In 1801 John Gamble was granted the first English patent on a paper machine. John Hall, an engineer at Dartford, was asked to examine the original machine built by Robert with the intention of improving it. Bryan Donkin, a mechanic and apprenticed to Hall was then engaged to construct a paper machine which was completed in 1803 and installed at Frogmore Mill, Hemel Hempstead, funded by the Fourdriniers.
Following Robert’s invention of the continuous paper making machine, there was a need to find a way to watermark paper on the reel. The original dandy rolls, the device invented to provide watermarks on a paper machine, consisted of a framework of lengthwise wooden ribs onto which round metal discs were attached in order to loosely support a woven wire fabric cover, to form a hollow cylinder. Later dandy rolls consisted entirely of metal. The watermark designs were originally tied on to the cover with fine wire.

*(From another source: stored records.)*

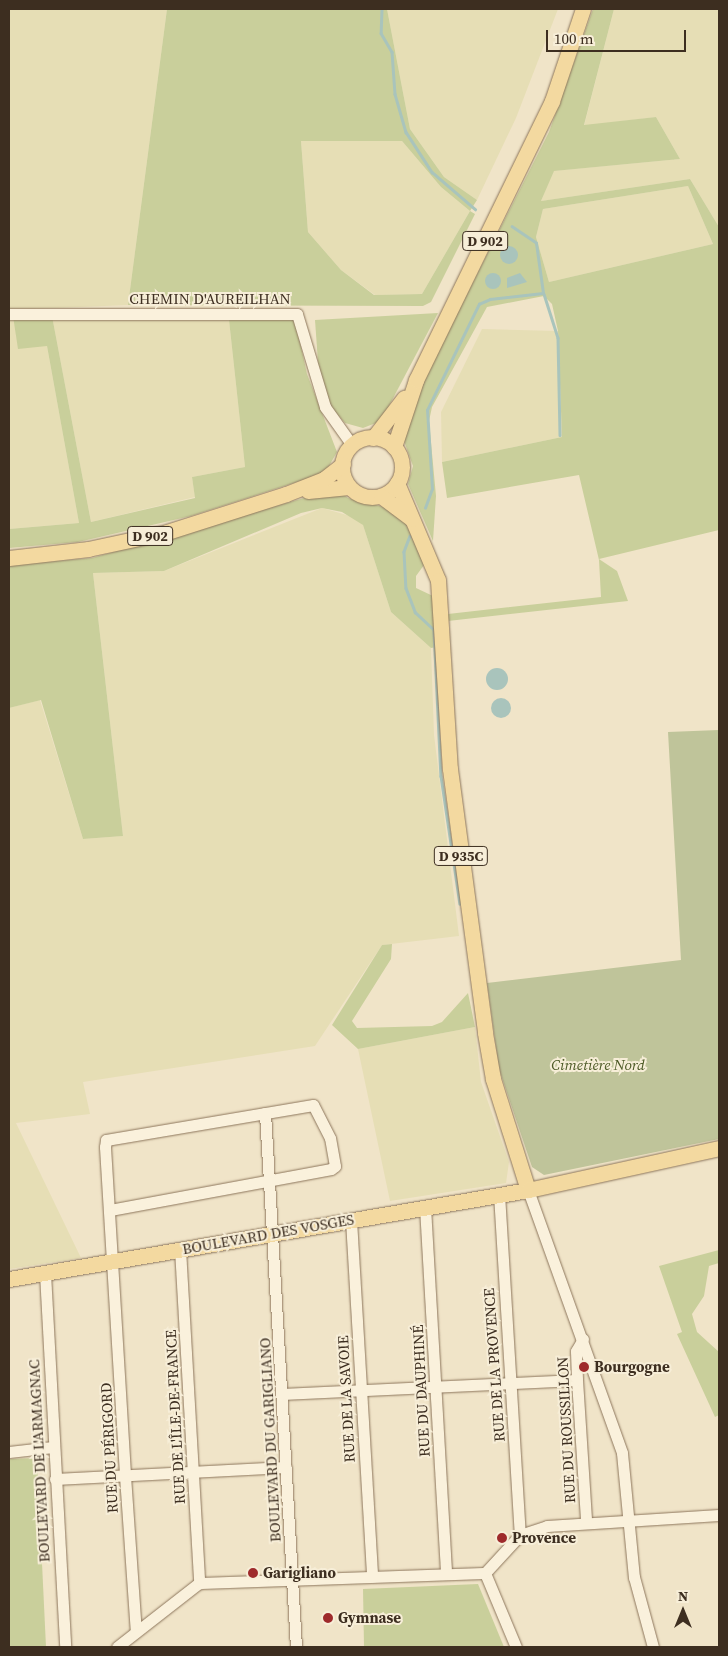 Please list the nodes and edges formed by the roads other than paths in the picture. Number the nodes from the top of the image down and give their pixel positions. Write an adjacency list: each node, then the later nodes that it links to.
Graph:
1 (583, 9): 3 (main road, D 902)
2 (9, 314): 5 (street, CHEMIN D'AUREILHAN)
3 (416, 380): 4 (main road, D 902); 6 (main road, D 902)
4 (373, 438): 5 (main road); 6 (main road)
5 (352, 445): 7 (main road)
6 (394, 447): 8 (main road)
7 (343, 464): 9 (main road); 10 (main road, D 902)
8 (397, 483): 11 (main road); 12 (main road, D 935C)
9 (349, 487): 10 (main road, D 902); 11 (main road)
10 (286, 494): 13 (main road, D 902)
11 (381, 496): 12 (main road)
12 (413, 520): 17 (main road, D 935C)
13 (9, 558)
14 (265, 1113): 16 (street, BOULEVARD DU GARIGLIANO); 16 (street); 20 (street, RUE DU PÉRIGORD)
15 (719, 1148): 17 (main road, BOULEVARD DES VOSGES)
16 (270, 1180): 20 (street); 22 (street, BOULEVARD DU GARIGLIANO)
17 (528, 1190): 18 (main road, BOULEVARD DES VOSGES); 27 (street)
18 (499, 1194): 19 (main road, BOULEVARD DES VOSGES); 29 (street, RUE DE LA PROVENCE)
19 (425, 1208): 21 (main road, BOULEVARD DES VOSGES); 30 (street, RUE DU DAUPHINÉ)
20 (110, 1210): 24 (street, RUE DU PÉRIGORD)
21 (351, 1220): 22 (main road, BOULEVARD DES VOSGES); 31 (street, RUE DE LA SAVOIE)
22 (273, 1232): 23 (main road, BOULEVARD DES VOSGES); 32 (street, BOULEVARD DU GARIGLIANO)
23 (180, 1249): 24 (main road, BOULEVARD DES VOSGES); 36 (street, RUE DE L'ÎLE-DE-FRANCE)
24 (114, 1262): 25 (main road, BOULEVARD DES VOSGES); 37 (street, RUE DU PÉRIGORD)
25 (45, 1273): 26 (main road, BOULEVARD DES VOSGES); 33 (street, BOULEVARD DE L'ARMAGNAC)
26 (9, 1279)
27 (583, 1339): 28 (street, RUE DU ROUSSILLON); 40 (street)
28 (577, 1380): 29 (street); 41 (street, RUE DU ROUSSILLON)
29 (510, 1383): 30 (street); 42 (street, RUE DE LA PROVENCE)
30 (437, 1387): 31 (street); 44 (street, RUE DU DAUPHINÉ)
31 (361, 1391): 32 (street); 45 (street, RUE DE LA SAVOIE)
32 (282, 1394): 35 (street, BOULEVARD DU GARIGLIANO)
33 (53, 1447): 34 (street); 38 (street, BOULEVARD DE L'ARMAGNAC)
34 (9, 1452)
35 (286, 1467): 36 (street); 46 (street, BOULEVARD DU GARIGLIANO)
36 (193, 1472): 37 (street); 47 (street, RUE DE L'ÎLE-DE-FRANCE)
37 (125, 1476): 38 (street); 48 (street, RUE DU PÉRIGORD)
38 (55, 1478): 49 (street, BOULEVARD DE L'ARMAGNAC)
39 (719, 1515): 40 (street)
40 (629, 1520): 41 (street); 53 (street)
41 (586, 1521): 42 (street)
42 (520, 1535): 43 (street)
43 (485, 1572): 44 (street); 52 (street)
44 (446, 1573): 45 (street)
45 (372, 1576): 46 (street)
46 (292, 1578): 47 (street); 51 (street, BOULEVARD DU GARIGLIANO)
47 (199, 1583): 48 (street)
48 (136, 1632): 50 (street)
49 (64, 1647)
50 (117, 1647)
51 (296, 1647)
52 (516, 1647)
53 (653, 1647) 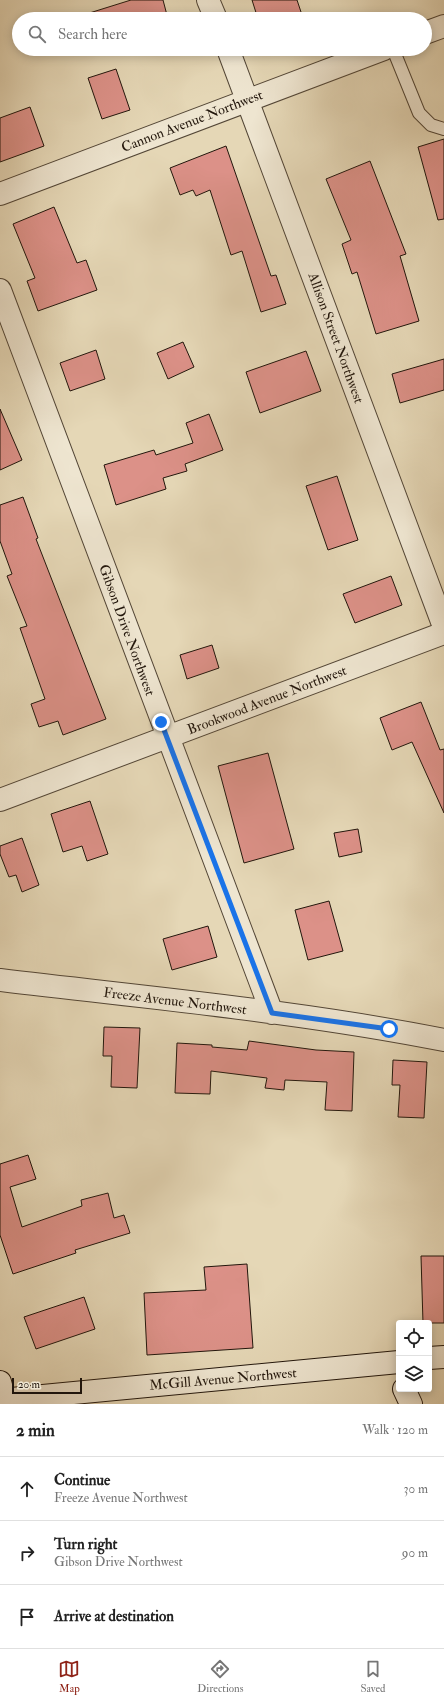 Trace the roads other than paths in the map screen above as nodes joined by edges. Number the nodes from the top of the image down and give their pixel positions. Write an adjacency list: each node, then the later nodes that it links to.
1 (208, 0): 2 (street)
2 (213, 12)
3 (444, 26): 4 (street)
4 (432, 30)
5 (231, 56): 8 (street, Allison Street Northwest)
6 (366, 56): 8 (street, Cannon Avenue Northwest)
7 (397, 56): 9 (lane)
8 (248, 101): 10 (street, Cannon Avenue Northwest); 12 (street, Allison Street Northwest)
9 (444, 129)
10 (0, 194)
11 (0, 290): 14 (street, Gibson Drive Northwest)
12 (444, 627)
13 (444, 634): 14 (street, Brookwood Avenue Northwest)
14 (167, 737): 15 (street, Brookwood Avenue Northwest); 17 (street, Gibson Drive Northwest)
15 (0, 800)
16 (0, 980): 17 (street, Freeze Avenue Northwest)
17 (272, 1013): 18 (street, Freeze Avenue Northwest)
18 (444, 1040)
19 (444, 1357): 20 (street)
20 (432, 1358)
21 (396, 1367): 23 (street, McGill Avenue Northwest)
22 (405, 1392): 24 (street)
23 (3, 1397)
24 (411, 1404) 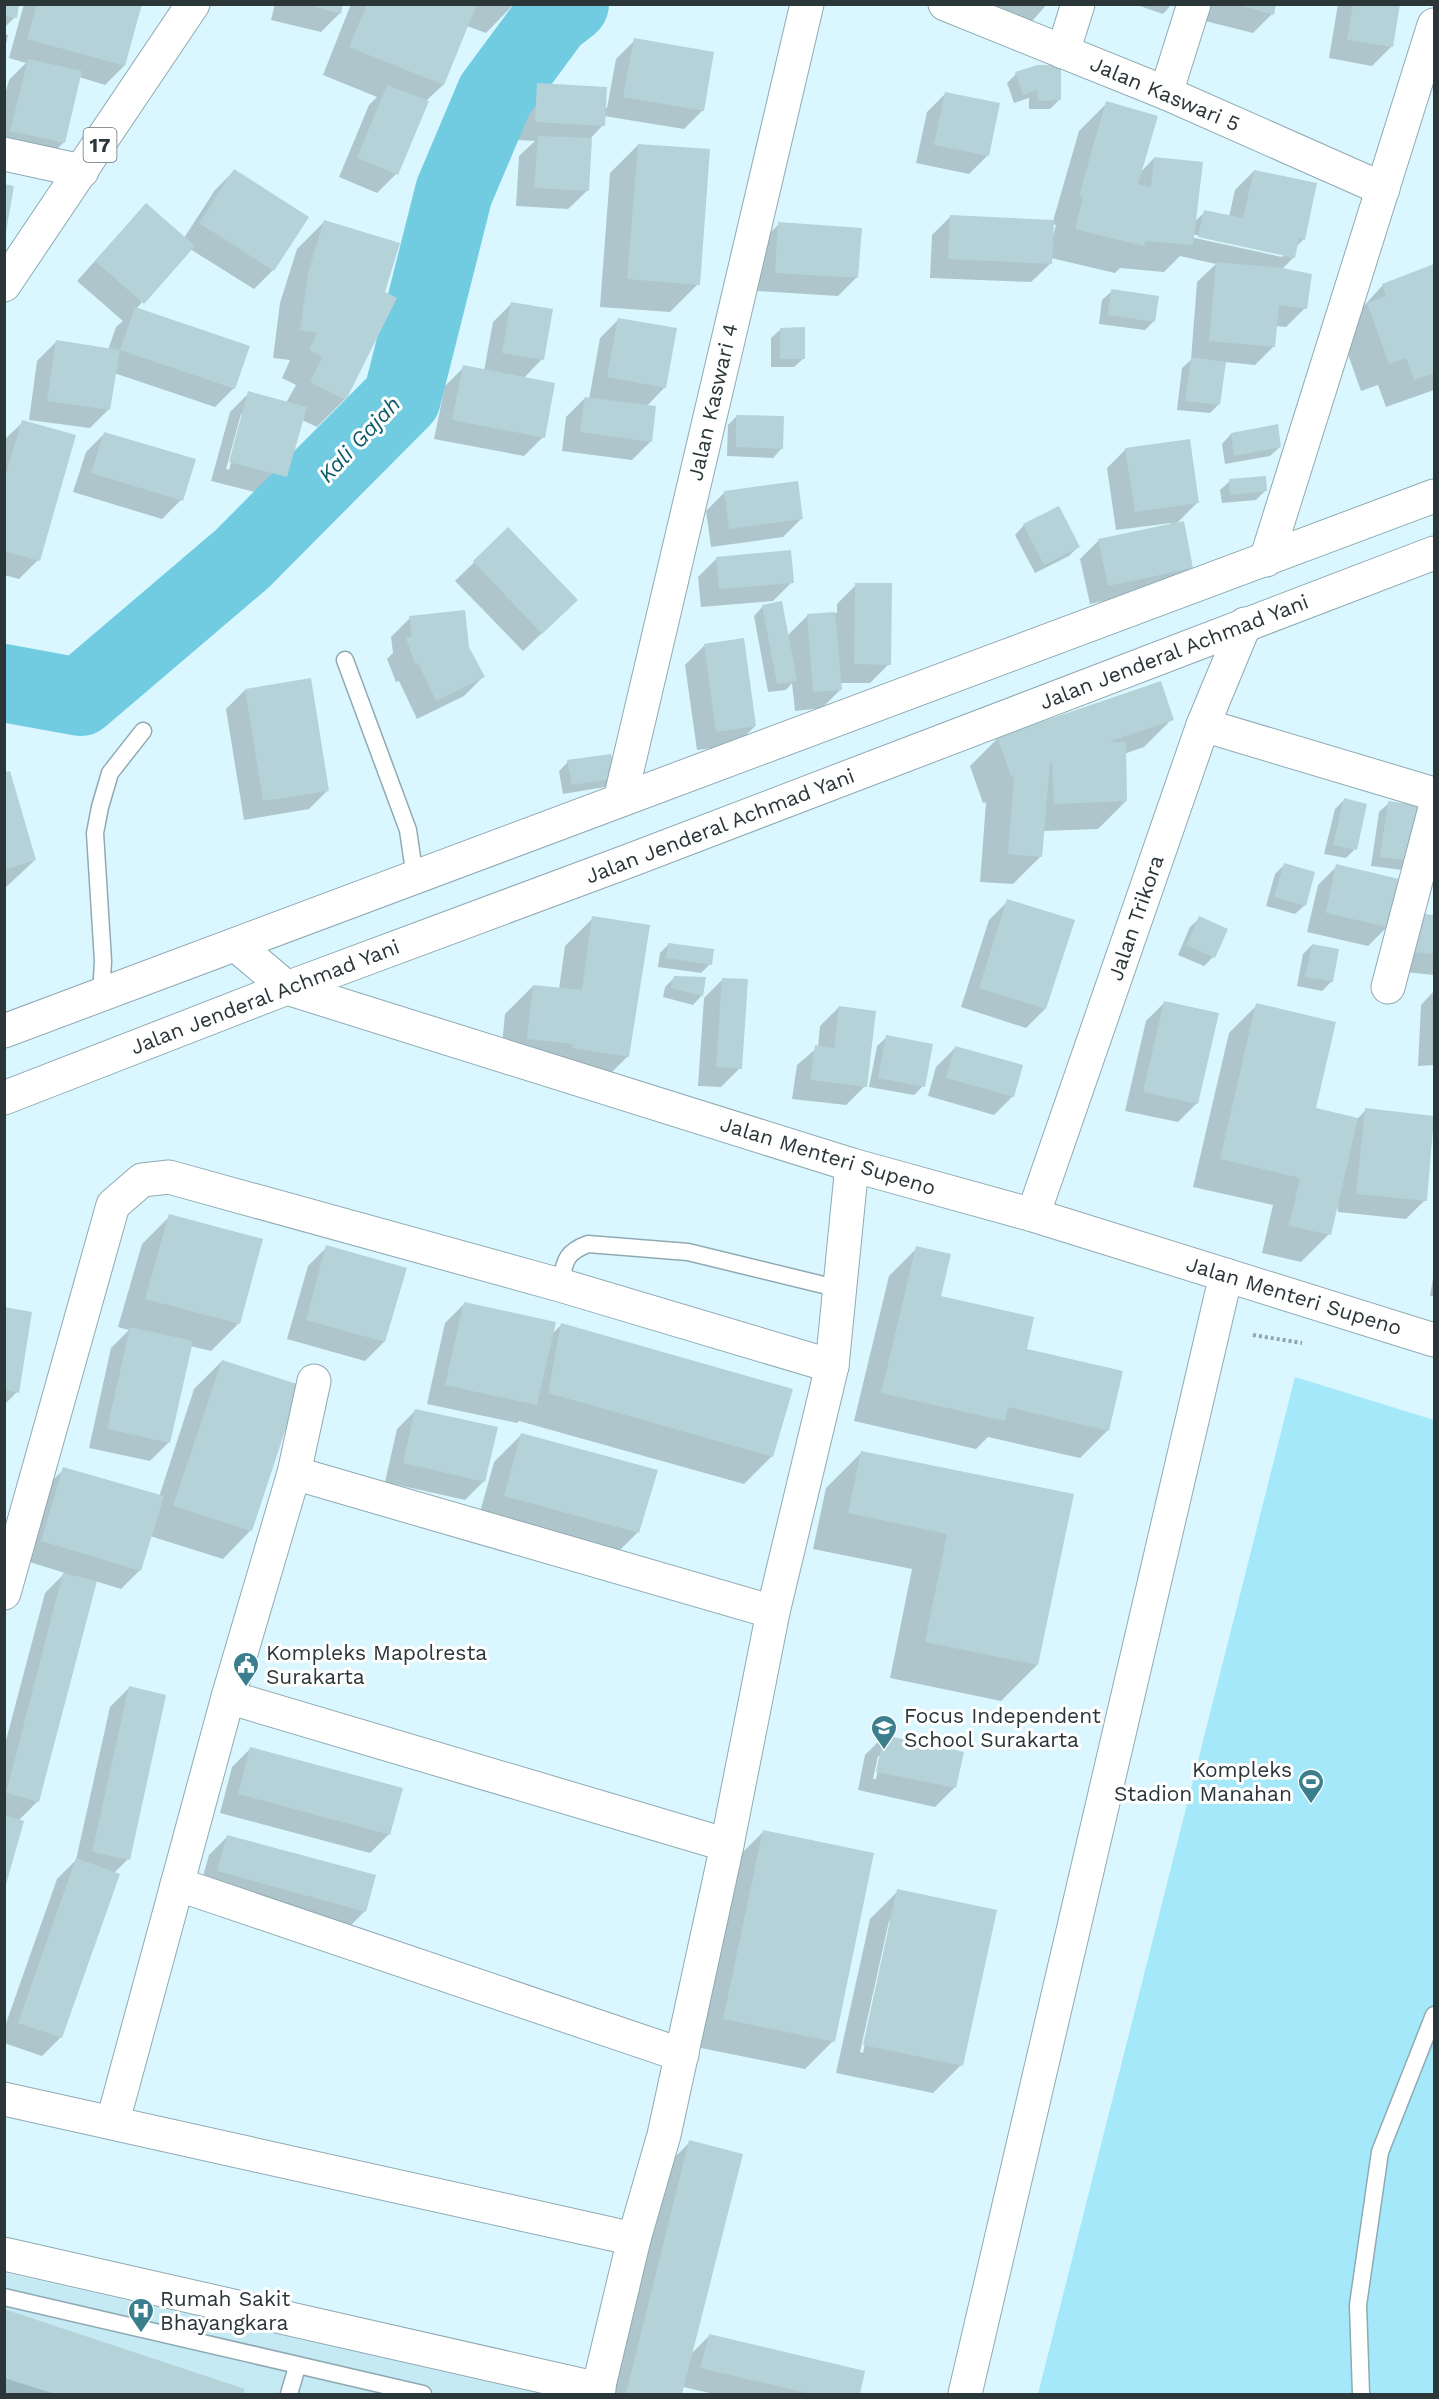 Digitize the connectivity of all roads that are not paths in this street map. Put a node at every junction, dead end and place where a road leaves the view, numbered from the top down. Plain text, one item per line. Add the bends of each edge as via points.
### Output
1 (193, 4) edge
2 (807, 4) edge
3 (945, 4) edge
4 (1078, 4) edge
5 (1194, 4) edge
6 (1434, 25) edge
7 (1063, 52) junction
8 (1166, 93) junction
9 (4, 154) edge
10 (82, 171) junction
11 (1383, 189) junction
12 (4, 285) edge
13 (1434, 496) edge
14 (1434, 553) edge
15 (1266, 560) junction
16 (1245, 624) junction
17 (345, 660) dead end
18 (1203, 725) junction
19 (143, 731) dead end
20 (1434, 794) edge
21 (620, 800) junction
22 (1434, 812) edge
23 (415, 878) junction
24 (236, 945) junction
25 (287, 987) junction
26 (1388, 987) dead end
27 (101, 996) junction
28 (4, 1031) edge
29 (4, 1098) edge
30 (852, 1166) junction
31 (1033, 1215) junction
32 (1226, 1275) junction
33 (560, 1285) junction
34 (840, 1289) junction
35 (1434, 1340) edge
36 (832, 1366) junction
37 (314, 1381) dead end
38 (294, 1473) junction
39 (4, 1593) edge
40 (773, 1612) junction
41 (228, 1697) junction
42 (727, 1845) junction
43 (177, 1884) junction
44 (1434, 2015) edge
45 (682, 2055) junction
46 (4, 2098) edge
47 (113, 2121) junction
48 (634, 2239) junction
49 (4, 2254) edge
50 (4, 2297) edge
51 (297, 2367) junction
52 (598, 2392) edge
53 (289, 2394) edge
54 (423, 2394) edge
55 (965, 2394) edge
56 (1361, 2394) edge

1 - 10 main road, 17
2 - 21 main road, Jalan Kaswari 4
3 - 7 main road, Jalan Kaswari 5
4 - 7 main road
5 - 8 main road
6 - 11 main road
7 - 8 main road, Jalan Kaswari 5
8 - 11 main road, Jalan Kaswari 5
9 - 10 main road
10 - 12 main road, 17
11 - 15 main road
13 - 15 main road
14 - 16 main road, Jalan Jenderal Achmad Yani
15 - 21 main road
16 - 18 main road, Jalan Trikora
16 - 25 main road, Jalan Jenderal Achmad Yani via 642,856
17 - 23 lane via 408,830
18 - 20 main road
18 - 31 main road, Jalan Trikora
19 - 27 lane via 110,774 95,833 103,961
21 - 23 main road
22 - 26 main road
23 - 24 main road
24 - 25 main road, Jalan Menteri Supeno
24 - 27 main road
25 - 29 main road, Jalan Jenderal Achmad Yani
25 - 30 main road, Jalan Menteri Supeno
27 - 28 main road
30 - 31 main road, Jalan Menteri Supeno
30 - 34 main road
31 - 32 main road, Jalan Menteri Supeno
32 - 35 main road, Jalan Menteri Supeno
32 - 55 main road
33 - 34 lane via 573,1249 588,1244 688,1252
33 - 36 main road
33 - 39 main road via 170,1177 142,1180 113,1205
34 - 36 main road
36 - 40 main road
37 - 38 main road
38 - 40 main road
38 - 41 main road
40 - 42 main road
41 - 42 main road
41 - 43 main road
42 - 45 main road
43 - 45 main road
43 - 47 main road
44 - 56 lane via 1380,2152 1358,2305
45 - 48 main road
46 - 47 main road
47 - 48 main road
48 - 52 main road
49 - 52 main road
50 - 51 lane
51 - 53 lane
51 - 54 lane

The invention of the ‘dandy roll’ is attributed to John Marshall of the firm T. J. Marshall of London, established in 1792. Mr Marshall did not file for a patent on his invention. The records of the Great Seal Patent Office include a patent granted to John and Christopher Phipps of Lower Buckland Mill in Dover, dated 11th January 1825, for a cylinder formed of wire to create impressions upon the forming paper. Neither John nor Christopher Phipps pursued the construction of their rollers. They passed into relative obscurity. However, John Marshall, in 1826, proceeded with the production of a similar roller, the name of which is said to have been bestowed upon it when a worker at Marshall’s establishment exclaimed “Isn’t that a dandy!”, a word of Scottish derivation meaning smart and fine.